Until now, Exetel, which broadly focuses on ADSL broadband, has presented its users with a mobile experience via reselling Unwired services. However, this is unlikely to continue when a five-year contract with the wireless operator runs out. Exetel inked the Optus deal in June.

"As far as we are aware (we have had very little contact with Unwired for the past two plus years) Unwired aren't interested in a reseller/wholesale 'channel' and we would not expect to renew the contract," Exetel CEO John Linton told ZDNet.com.au today.

"Apart from that — Unwired hasn't moved forward on making the service more affordable or in more areas and our current view is that 3G will outperform WiMax in Australia by a considerable margin by mid 2009."

Exetel will continue offering the Unwired plans until the contract runs out; however, an Exetel spokesperson said they couldn't see any reason why users wouldn't go for the 3G HSPA offering instead, which they said was cheaper and faster, as well as having a much smaller, more mobile modem.

Unwired was bought by Seven last year, with Seven's CEO expressing positive thoughts for the company.
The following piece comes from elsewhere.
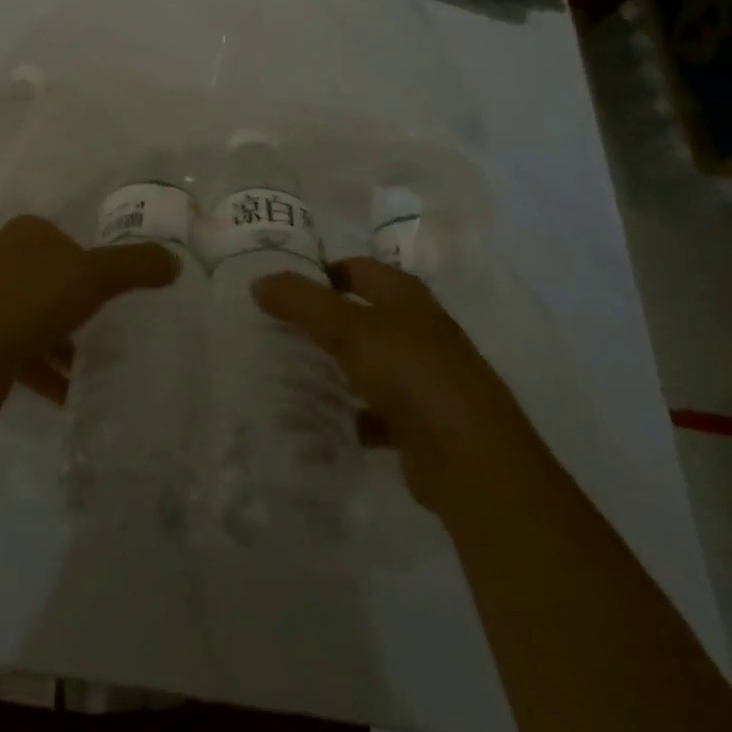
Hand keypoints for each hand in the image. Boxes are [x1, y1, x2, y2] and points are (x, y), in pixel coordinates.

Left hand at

However, Unwired only contributed a loss in the last financial year, according to the company's last results, where it also announced it was nearing the end of a review of Unwired's WiMax technical capabilities.
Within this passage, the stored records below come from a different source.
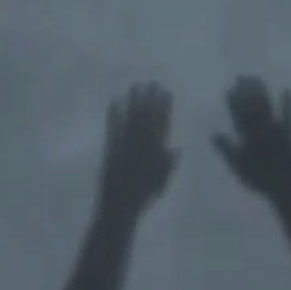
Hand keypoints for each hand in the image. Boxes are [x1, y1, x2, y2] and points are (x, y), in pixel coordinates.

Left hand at [97, 83, 177, 216]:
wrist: (121, 207)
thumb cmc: (144, 196)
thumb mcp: (162, 181)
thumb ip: (170, 164)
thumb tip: (178, 149)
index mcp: (155, 150)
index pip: (162, 123)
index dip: (164, 106)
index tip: (166, 91)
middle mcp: (141, 142)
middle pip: (147, 115)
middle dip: (150, 98)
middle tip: (152, 82)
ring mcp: (126, 142)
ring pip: (132, 117)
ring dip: (134, 100)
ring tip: (135, 85)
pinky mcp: (112, 145)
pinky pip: (114, 126)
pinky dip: (114, 113)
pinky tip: (115, 100)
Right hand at [212, 78, 290, 203]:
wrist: (287, 188)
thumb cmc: (261, 180)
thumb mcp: (239, 167)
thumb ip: (226, 149)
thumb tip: (212, 133)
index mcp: (248, 135)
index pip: (238, 114)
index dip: (233, 101)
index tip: (229, 89)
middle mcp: (261, 127)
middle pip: (251, 105)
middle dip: (245, 90)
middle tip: (240, 77)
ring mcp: (275, 127)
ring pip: (266, 105)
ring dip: (261, 91)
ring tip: (256, 78)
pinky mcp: (289, 131)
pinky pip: (289, 114)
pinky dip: (288, 102)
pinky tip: (288, 89)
Unwired CTO Eric Hamilton said the company was "certainly not" moving away from providing wholesale services and pointed out the firm would advance its technology when it moved to adopt the formal 802.16e WiMAX standard.

He said the current speed ceiling for Unwired's broadband was 1Mbps, but that would change when the WiMAX adoption went ahead, and WiMAX fared well in real-world throughput tests compared to 3G.

Whether WiMax has been dying a long death has been on analysts' minds for some time, with major local carriers such as Telstra and Optus behind 3G and its faster brethren LTE. Frost and Sullivan predicted WiMax would only take two per cent of the Australian market, while telecommunications analyst Paul Budde has said that aside from emerging markets, WiMax would only find use in niche areas, such as regional or enterprise use.

Exetel's move to HSPA would see thousands of customers sign up for mobile broadband, Linton said, with an optimistic forecast seeing 10,000 users on the service by the end of the first quarter next year, and double that midway through the year. Sluggish growth would see around 500 sign-ups a month over the next nine months.

In order to be able to take advantage of the HSPA services, users have to sign up to a 24-month, $10 per month Optus/Exetel mobile plan. However, Exetel will also continue to offer mobile services through its former mobile partner Vodafone.

The company had planned to offer a mobile package using a SIM and USB package for laptops, but because of an order mix up, only the SIMs were available at the launch today.

The announced plans were pay for what you use, involving a $5 per month access charge, on top of which users are charged 1.5 cents per MB up to 1GB of downloads, and 2.5 cents per MB after that.